A man and woman hike uphill in the woods
Maria Padron '19 – HC Motto Winner – Maine-Wabanaki REACH, Bangor, ME

The Haverford College motto is "Not just more learned, but imbued with better learning". As I reflect on my time in Maine, I can clearly see not only all of the things that I've learned but also the new challenges I've faced, the resources I've gathered, friends I've made and discoveries of myself, my learning style and the directions I want to go next. 

An instructor pointing to items on a chalkboard
Kathryn Goldberg BMC '18 – HC Motto Runner Up – Tlacochahuaya, Mexico

In a place where children were punished physically for speaking their native tongue in school, teachers like Moisés García Guzmán of Tlacochahuaya, Oaxaca are doing their part to bring Zapotec back. Moisés teaches Zapotec classes to kids during the evenings, so that they have the power to revitalize their language and with it a crucial part of their identity. Photo and caption submitted in collaboration with Moisés García Guzmán @bnzunni

Silhouettes of street performers dancing
Courtney Ahmed '18 – Peace Winner – Prayasam, Kolkata, India

Allahdi ("Beloved") is Prayasam's dance studio for girls and women from the underprivileged communities of Kolkata. It is their platform to freely express themselves through dance and take ownership of their bodies which are routinely restricted and violated. Here they are making a story out of their movements that will resonate with girls everywhere: this story is called RITU: Seasons of Reflection, to be performed this December. 
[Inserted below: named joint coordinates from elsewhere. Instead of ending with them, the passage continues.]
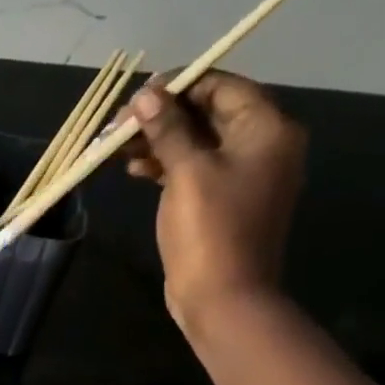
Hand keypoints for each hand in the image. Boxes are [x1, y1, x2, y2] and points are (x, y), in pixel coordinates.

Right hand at [115, 70, 306, 333]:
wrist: (223, 298)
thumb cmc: (210, 230)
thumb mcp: (187, 172)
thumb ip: (167, 128)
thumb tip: (145, 95)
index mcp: (267, 130)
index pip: (221, 87)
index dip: (178, 86)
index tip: (136, 96)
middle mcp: (263, 146)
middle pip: (208, 113)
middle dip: (161, 116)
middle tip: (118, 125)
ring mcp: (243, 175)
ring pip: (197, 141)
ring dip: (158, 140)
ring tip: (118, 148)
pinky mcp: (223, 200)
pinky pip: (194, 168)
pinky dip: (165, 164)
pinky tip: (134, 169)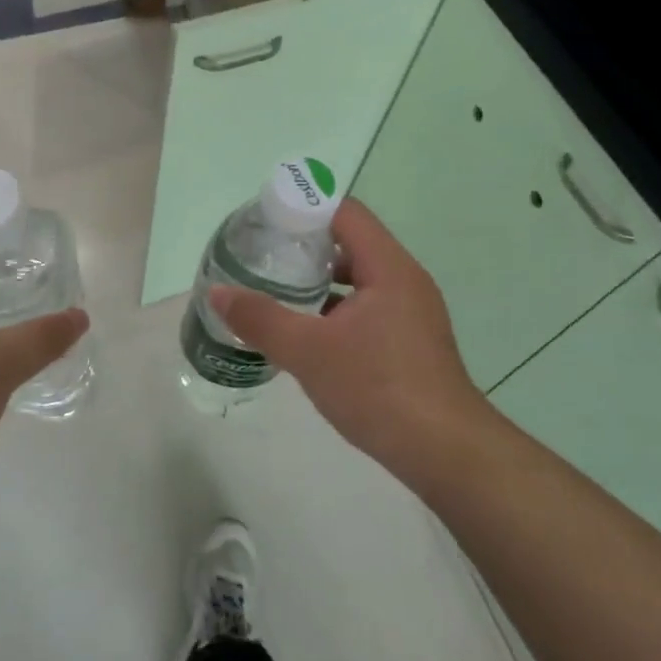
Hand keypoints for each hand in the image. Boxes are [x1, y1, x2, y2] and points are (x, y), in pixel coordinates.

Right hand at [209, 199, 493, 495]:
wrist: (444, 451)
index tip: (265, 222)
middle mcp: (404, 281)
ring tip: (276, 292)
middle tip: (263, 257)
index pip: (345, 213)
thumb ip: (259, 318)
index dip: (304, 208)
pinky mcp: (410, 342)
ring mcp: (411, 313)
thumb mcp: (307, 351)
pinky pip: (367, 309)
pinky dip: (335, 310)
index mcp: (388, 268)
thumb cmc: (377, 388)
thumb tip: (216, 292)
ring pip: (359, 280)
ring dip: (319, 282)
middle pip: (351, 243)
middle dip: (305, 247)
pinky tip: (306, 333)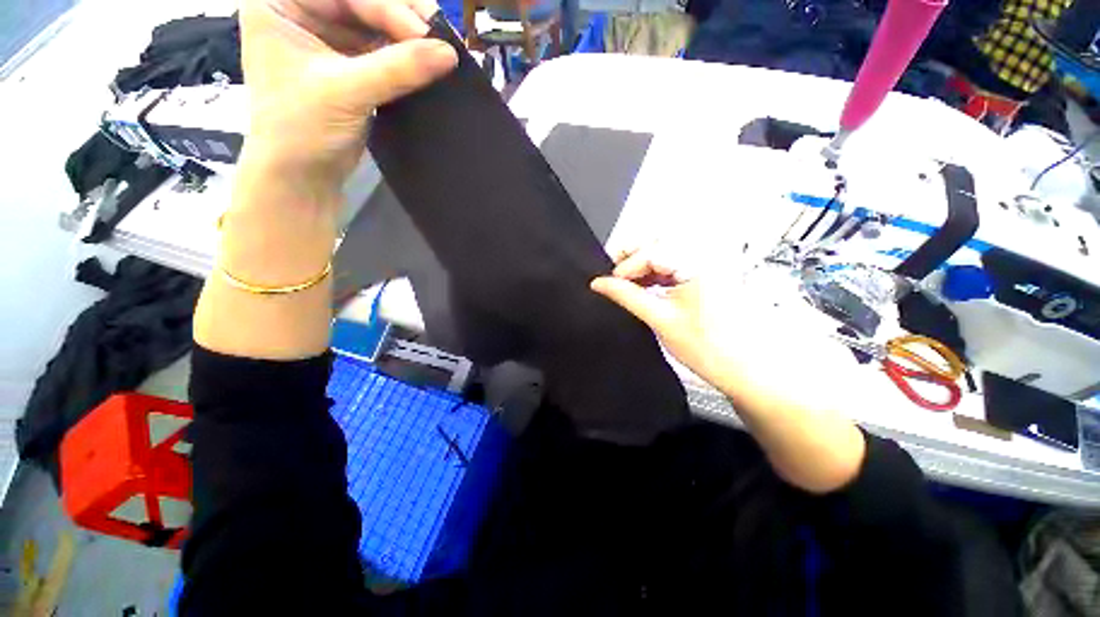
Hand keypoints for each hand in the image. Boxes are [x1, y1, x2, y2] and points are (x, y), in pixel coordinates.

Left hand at [239, 0, 457, 189]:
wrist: (302, 175)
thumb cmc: (301, 128)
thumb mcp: (346, 91)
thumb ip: (398, 69)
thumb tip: (448, 53)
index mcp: (282, 2)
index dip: (387, 7)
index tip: (425, 33)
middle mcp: (305, 12)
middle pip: (363, 2)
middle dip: (402, 18)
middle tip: (439, 37)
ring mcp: (329, 39)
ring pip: (378, 25)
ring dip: (410, 39)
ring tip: (440, 51)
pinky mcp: (351, 65)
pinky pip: (384, 51)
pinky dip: (407, 58)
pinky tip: (428, 63)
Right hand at [591, 244, 867, 493]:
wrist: (749, 370)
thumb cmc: (710, 347)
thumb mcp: (660, 318)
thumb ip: (627, 296)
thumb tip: (600, 284)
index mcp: (699, 262)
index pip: (650, 251)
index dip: (625, 266)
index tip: (608, 282)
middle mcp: (707, 256)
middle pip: (659, 244)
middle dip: (632, 259)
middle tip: (614, 277)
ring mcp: (710, 264)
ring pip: (666, 253)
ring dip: (643, 267)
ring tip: (628, 285)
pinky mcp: (709, 275)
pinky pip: (675, 265)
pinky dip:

Dancers holding hands winding through a room
Lev Greenstein '20 – Peace Runner Up – Casa de los Amigos, Mexico City, Mexico

Peace. It comes in many forms. On el Día Mundial del Refugiado in Casa de los Amigos, it happened to come in the form of a group Zumba class. Staff members, volunteers, community supporters, and refugees all joined hands in an energetic dance that circled the room. Although Zumba may seem somewhat unrelated to a commemoration of refugees all around the world, the community that shared in laughs, salsa, and a little bit of sweat that day is the community we are trying to build for this earth. May it grow.
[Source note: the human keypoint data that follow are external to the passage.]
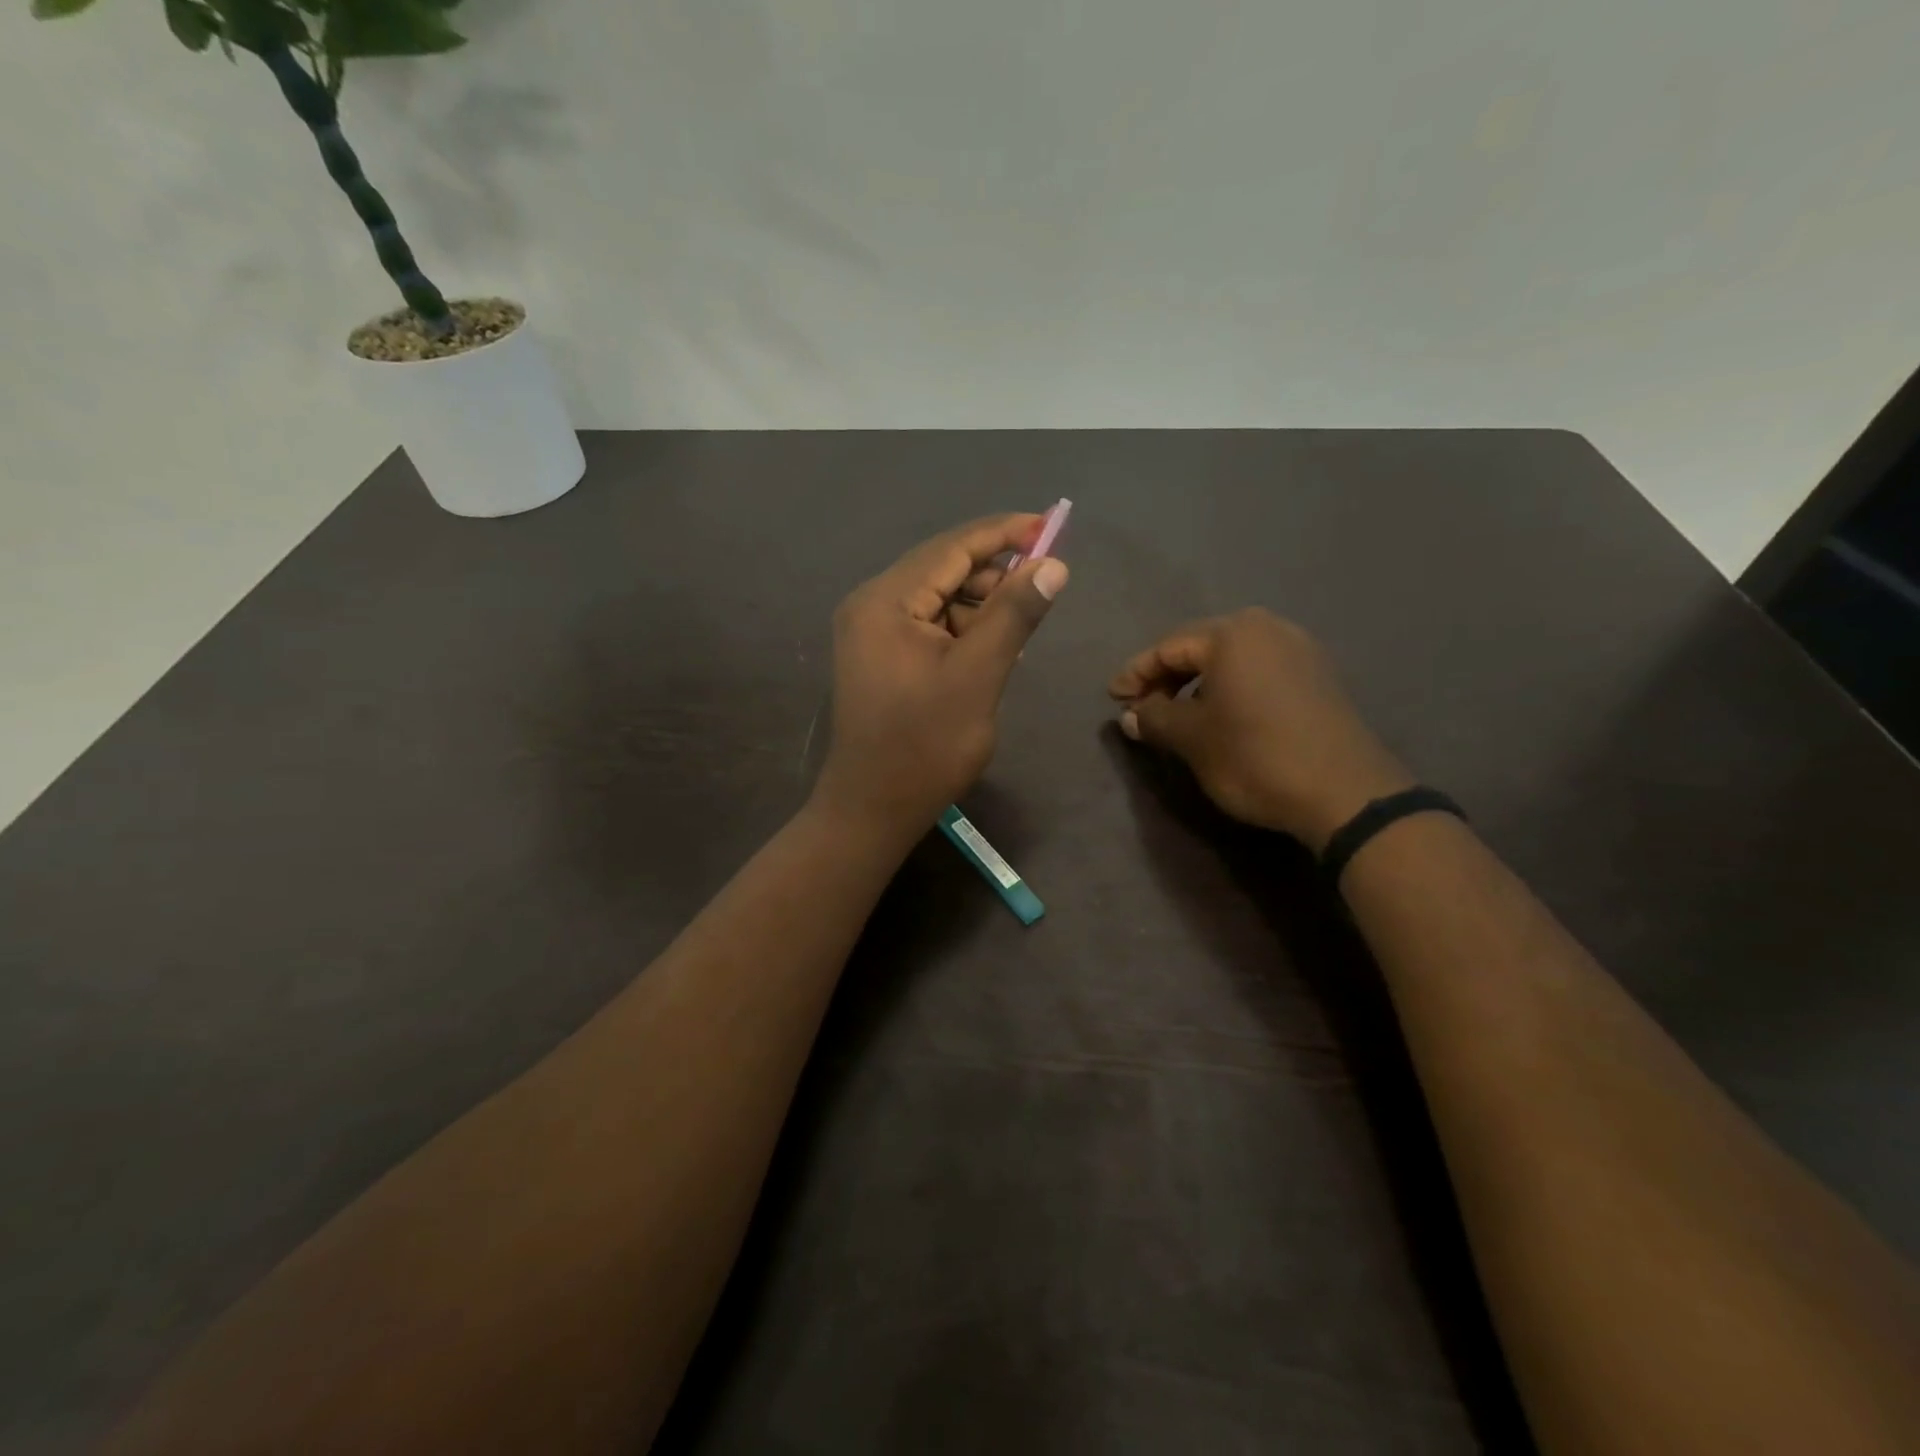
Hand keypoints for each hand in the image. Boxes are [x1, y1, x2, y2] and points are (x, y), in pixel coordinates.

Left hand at [813, 515, 1069, 843]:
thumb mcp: (978, 676)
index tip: (1049, 526)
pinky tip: (991, 650)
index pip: (951, 548)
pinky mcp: (879, 656)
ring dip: (980, 606)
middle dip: (994, 574)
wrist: (873, 809)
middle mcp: (871, 605)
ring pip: (938, 599)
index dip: (1003, 534)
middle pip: (942, 568)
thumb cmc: (925, 745)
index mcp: (885, 601)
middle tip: (1042, 587)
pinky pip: (928, 625)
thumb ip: (1014, 614)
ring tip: (1019, 631)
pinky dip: (962, 630)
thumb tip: (1052, 564)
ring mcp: (871, 631)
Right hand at [1108, 609, 1412, 849]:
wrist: (1345, 793)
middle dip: (1167, 676)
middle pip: (1200, 646)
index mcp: (1232, 634)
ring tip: (1178, 713)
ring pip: (1231, 658)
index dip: (1136, 674)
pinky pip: (1259, 669)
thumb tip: (1131, 715)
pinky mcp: (1318, 674)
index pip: (1168, 647)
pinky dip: (1231, 686)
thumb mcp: (1192, 739)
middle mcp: (1267, 628)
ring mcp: (1299, 649)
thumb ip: (1155, 718)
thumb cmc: (1255, 757)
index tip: (1114, 699)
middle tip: (1143, 706)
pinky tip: (1221, 713)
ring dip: (1198, 682)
Women sitting together on the floor making jewelry
Kirsten Mullin '19 – Social Justice Winner – Cherry Buttons Cooperative, Sefrou, Morocco

Pictured are three women weaving buttons as part of their work at the Cherry Buttons Women's Cooperative located in Sefrou, Morocco. The cooperative uses the buttons traditionally seen on djellabas (the dress all the women are pictured wearing here) and makes them into jewelry to sell. All the profits are split among the women at the cooperative, which helps them maintain economic independence. The buttons they are sewing were first brought to Sefrou by the city’s Jewish inhabitants, who later taught the Muslim women living in the area the craft. Because of this, traditional buttons still have the Star of David sewn into the top. For a long time, the sale of the buttons was controlled by men who made the women work for little to no money and then sold the buttons at a high price. Now, women control their own craft and are able to reap the benefits of their own work. This was the first cooperative in Sefrou, and now there are dozens scattered throughout town aimed at providing work for women. 
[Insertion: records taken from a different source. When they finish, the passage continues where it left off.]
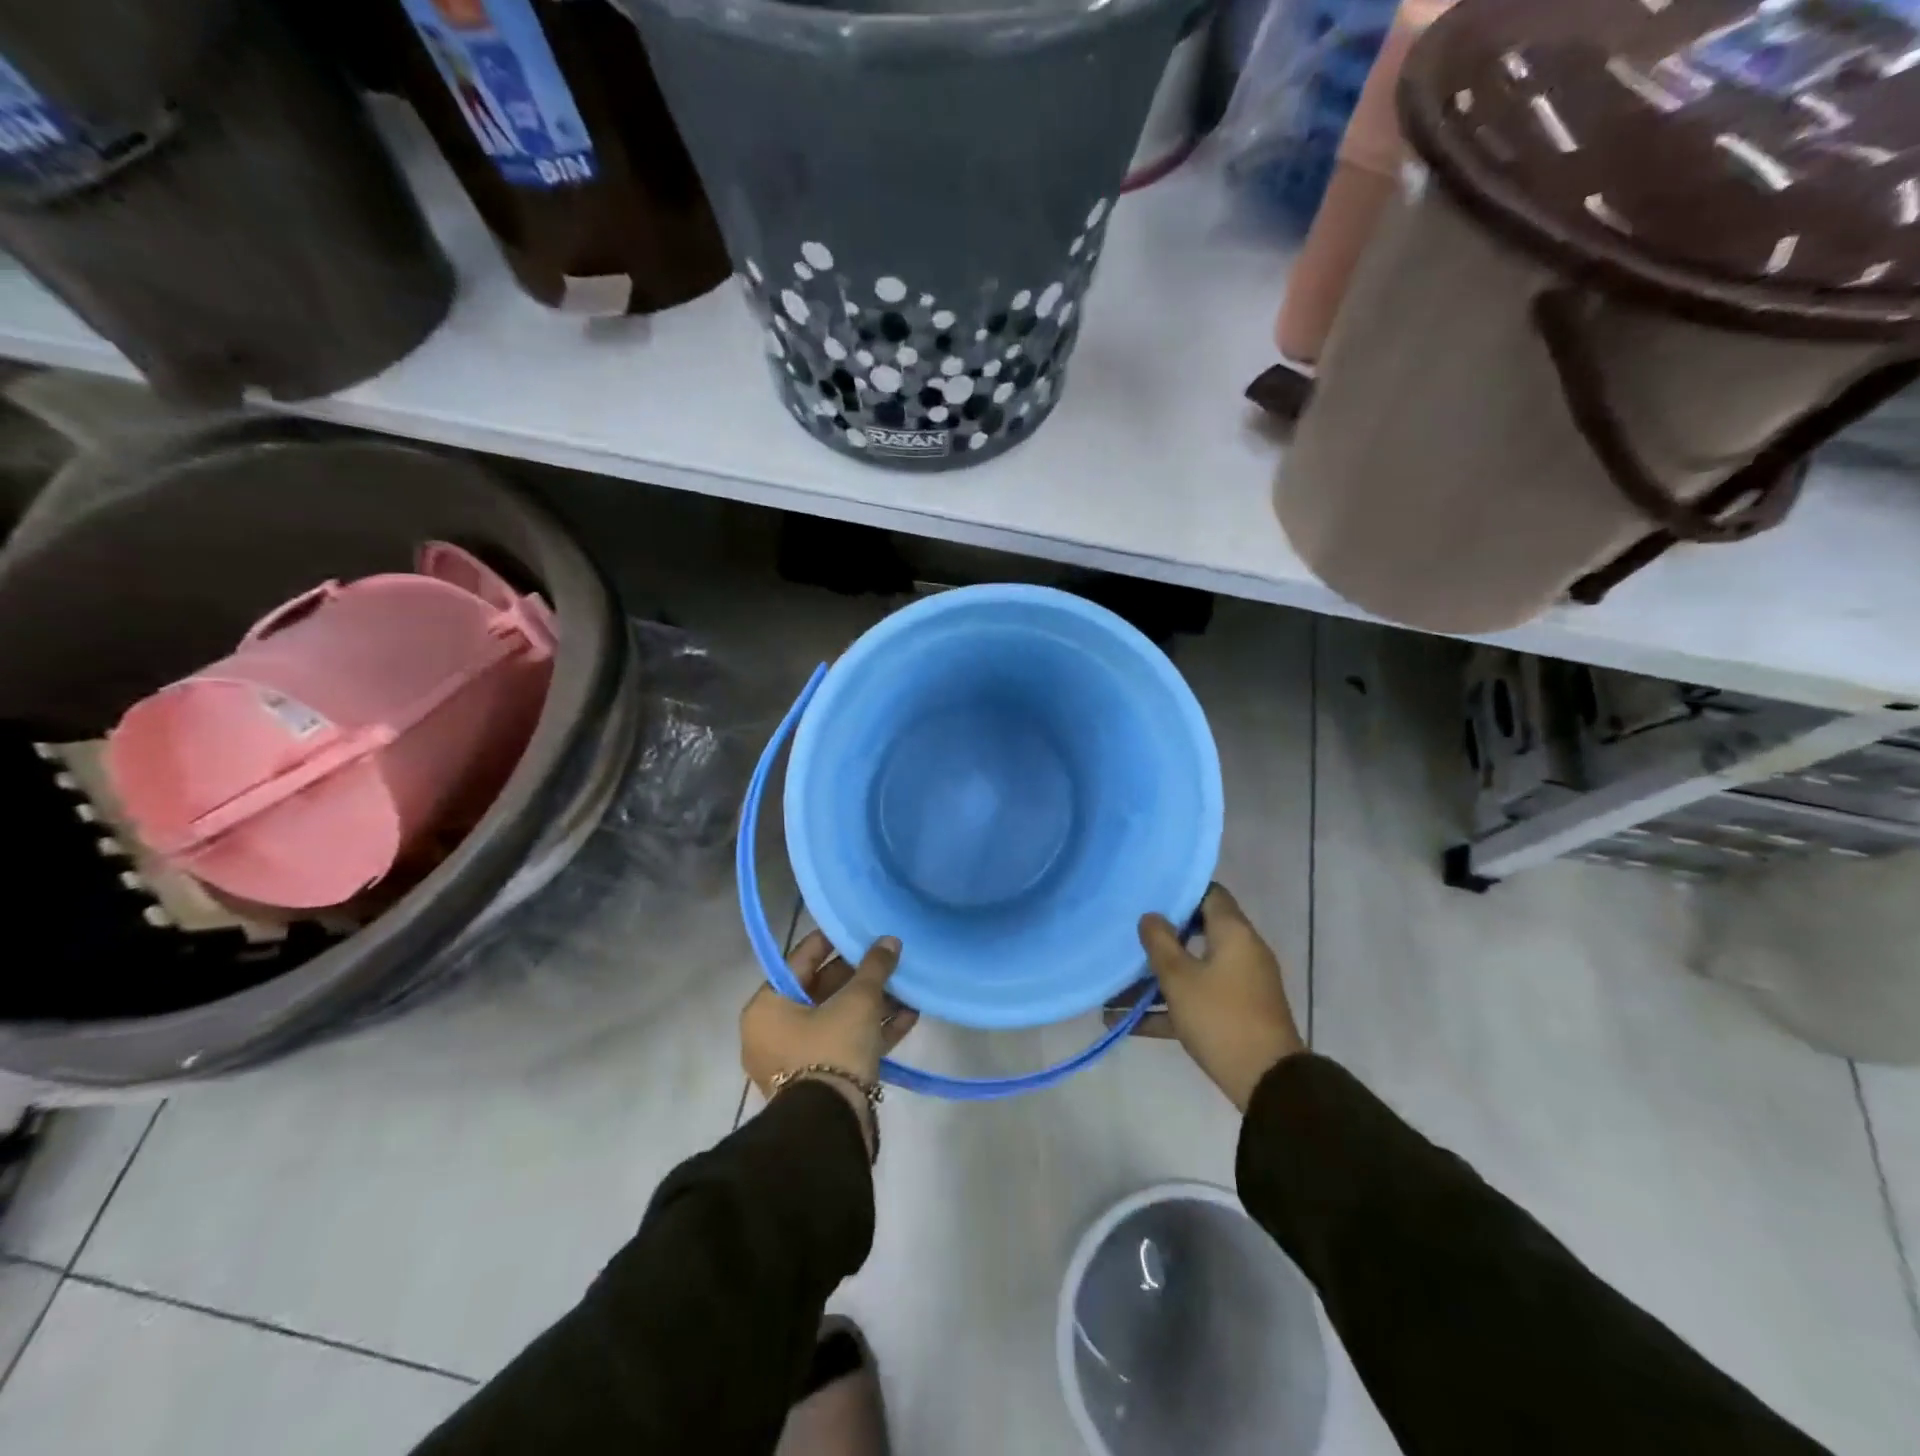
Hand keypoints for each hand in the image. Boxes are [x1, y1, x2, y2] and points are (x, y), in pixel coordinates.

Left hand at [740, 931, 918, 1152]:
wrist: (830, 1127)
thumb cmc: (832, 1049)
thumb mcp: (857, 1001)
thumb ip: (874, 967)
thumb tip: (890, 941)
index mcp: (768, 1007)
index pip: (801, 960)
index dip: (831, 941)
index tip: (856, 928)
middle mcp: (774, 1031)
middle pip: (821, 991)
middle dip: (859, 976)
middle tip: (886, 958)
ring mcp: (797, 1060)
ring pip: (838, 1020)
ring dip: (873, 1004)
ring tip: (906, 986)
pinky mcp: (821, 1081)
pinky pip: (847, 1045)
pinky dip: (874, 1031)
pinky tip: (909, 1016)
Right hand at [1138, 884, 1304, 1110]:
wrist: (1267, 1083)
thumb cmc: (1220, 1017)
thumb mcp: (1179, 978)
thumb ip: (1160, 942)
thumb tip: (1151, 916)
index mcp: (1233, 933)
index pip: (1209, 894)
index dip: (1179, 892)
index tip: (1148, 897)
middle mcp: (1240, 953)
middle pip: (1196, 933)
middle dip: (1159, 939)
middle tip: (1126, 938)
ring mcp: (1239, 986)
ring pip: (1191, 971)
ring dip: (1155, 981)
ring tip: (1112, 990)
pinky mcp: (1234, 1015)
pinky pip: (1196, 1001)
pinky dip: (1166, 1008)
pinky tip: (1125, 1023)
Wall mural showing half a woman's face in sugar-skull style
Nhi Nguyen '18 – Social Justice Runner Up – Smithsonian’s Anacostia Community Museum, Washington, DC

This is a mural done by a local artist in North Carolina, Rosalia Torres-Weiner, for our exhibit Gateways/Portales, an exhibit on the experiences of the local Latinx migrant and immigrant communities in the surrounding areas. The exhibit is community-based, where the Latinx migrant and immigrant communities have donated things to be displayed and shared their own experiences so their voices are known and present in the exhibit. With America's harsh judgment of incoming immigrants and migrants, particularly the Latinx community, this exhibit was curated in order to highlight the accomplishments they have done and the light, courage, and perseverance they embody.